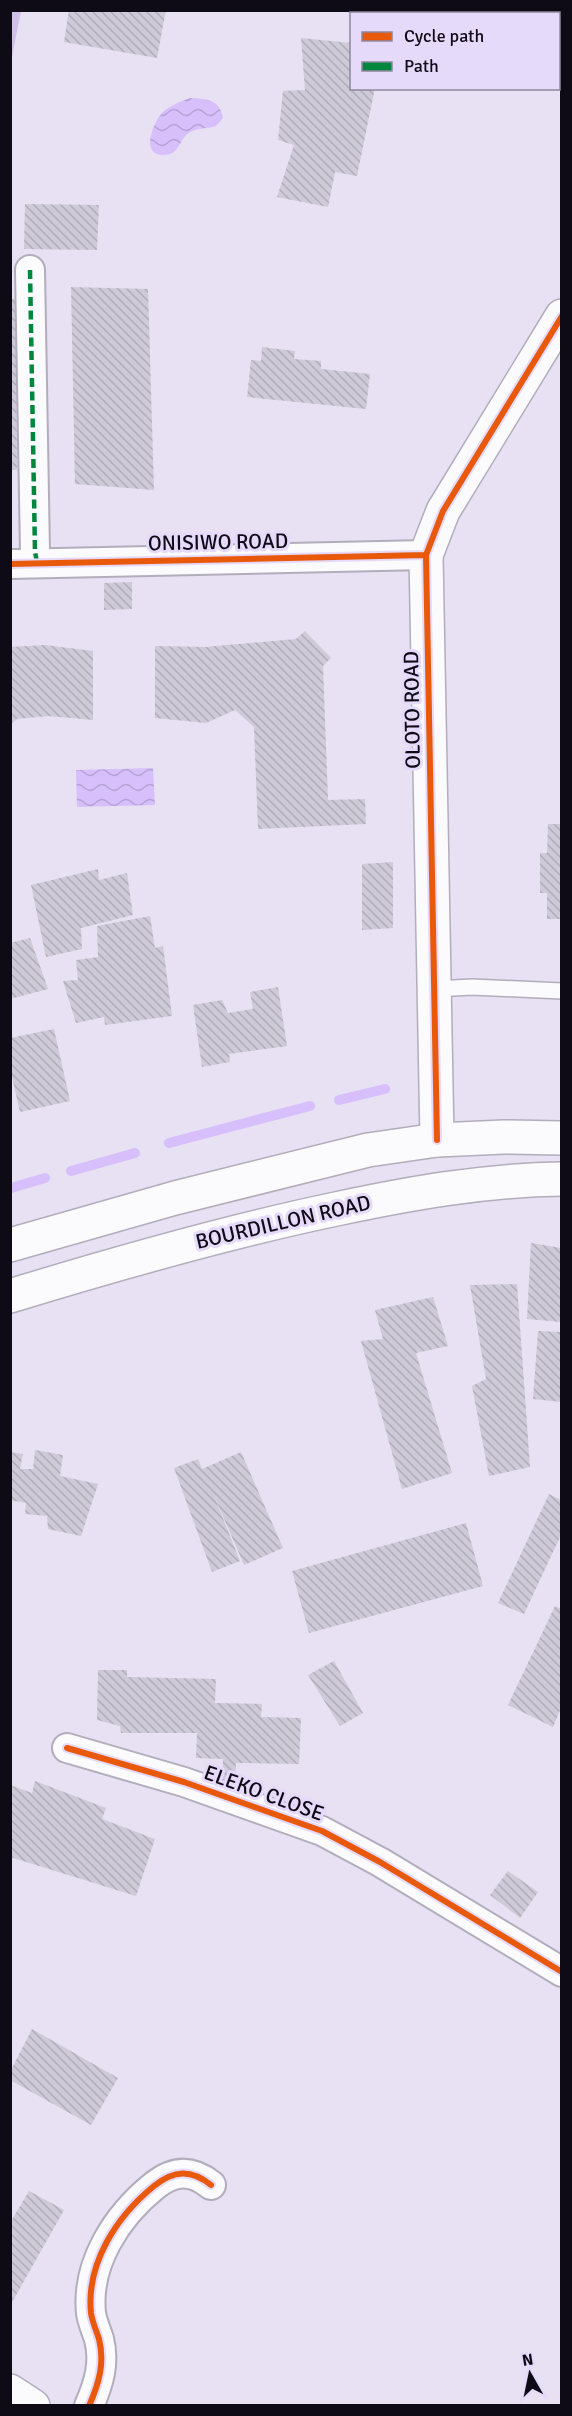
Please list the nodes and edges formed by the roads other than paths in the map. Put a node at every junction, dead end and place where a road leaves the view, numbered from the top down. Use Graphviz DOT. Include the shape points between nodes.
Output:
graph roads {
  1 [pos="30,270"];
  2 [pos="561,316"];
  3 [pos="426,555"];
  4 [pos="24,563"];
  5 [pos="435,989"];
  6 [pos="561,991"];
  7 [pos="561,1138"];
  8 [pos="437,1140"];
  9 [pos="561,1179"];
  10 [pos="10,1245"];
  11 [pos="10,1296"];
  12 [pos="67,1748"];
  13 [pos="561,1972"];
  14 [pos="211,2185"];
  15 [pos="10,2391"];
  16 [pos="33,2406"];
  17 [pos="89,2406"];
  1 -- 4 [label="street" via="35,552"];
  2 -- 3 [label="main road, OLOTO ROAD" via="443,512"];
  3 -- 4 [label="street, ONISIWO ROAD"];
  3 -- 5 [label="main road, OLOTO ROAD"];
  5 -- 6 [label="lane"];
  5 -- 8 [label="main road, OLOTO ROAD"];
  7 -- 8 [label="main road"];
  8 -- 10 [label="main road" via="368,1150 175,1198"];
  9 -- 11 [label="main road, BOURDILLON ROAD" via="517,1180 408,1194 295,1217 153,1253"];
  12 -- 13 [label="street, ELEKO CLOSE" via="184,1782 322,1831"];
  14 -- 17 [label="street" via="199,2176 184,2173 164,2178 113,2229 94,2273 90,2294 102,2362"];
  15 -- 16 [label="main road"];
}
----
(Your instructions) Once the pictures are set aside, give the rest of the listing again exactly.

(Task response)
Please list the nodes and edges formed by the roads other than paths in the map. Put a node at every junction, dead end and place where a road leaves the view, numbered from the top down. Use Graphviz DOT. Include the shape points between nodes.
Output:
graph roads {
  1 [pos="30,270"];
  2 [pos="561,316"];
  3 [pos="426,555"];
  4 [pos="24,563"];
  5 [pos="435,989"];
  6 [pos="561,991"];
  7 [pos="561,1138"];
  8 [pos="437,1140"];
  9 [pos="561,1179"];
  10 [pos="10,1245"];
  11 [pos="10,1296"];
  12 [pos="67,1748"];
  13 [pos="561,1972"];
  14 [pos="211,2185"];
  15 [pos="10,2391"];
  16 [pos="33,2406"];
  17 [pos="89,2406"];
  1 -- 4 [label="street" via="35,552"];
  2 -- 3 [label="main road, OLOTO ROAD" via="443,512"];
  3 -- 4 [label="street, ONISIWO ROAD"];
  3 -- 5 [label="main road, OLOTO ROAD"];
  5 -- 6 [label="lane"];
  5 -- 8 [label="main road, OLOTO ROAD"];
  7 -- 8 [label="main road"];
  8 -- 10 [label="main road" via="368,1150 175,1198"];
  9 -- 11 [label="main road, BOURDILLON ROAD" via="517,1180 408,1194 295,1217 153,1253"];
  12 -- 13 [label="street, ELEKO CLOSE" via="184,1782 322,1831"];
  14 -- 17 [label="street" via="199,2176 184,2173 164,2178 113,2229 94,2273 90,2294 102,2362"];
  15 -- 16 [label="main road"];
}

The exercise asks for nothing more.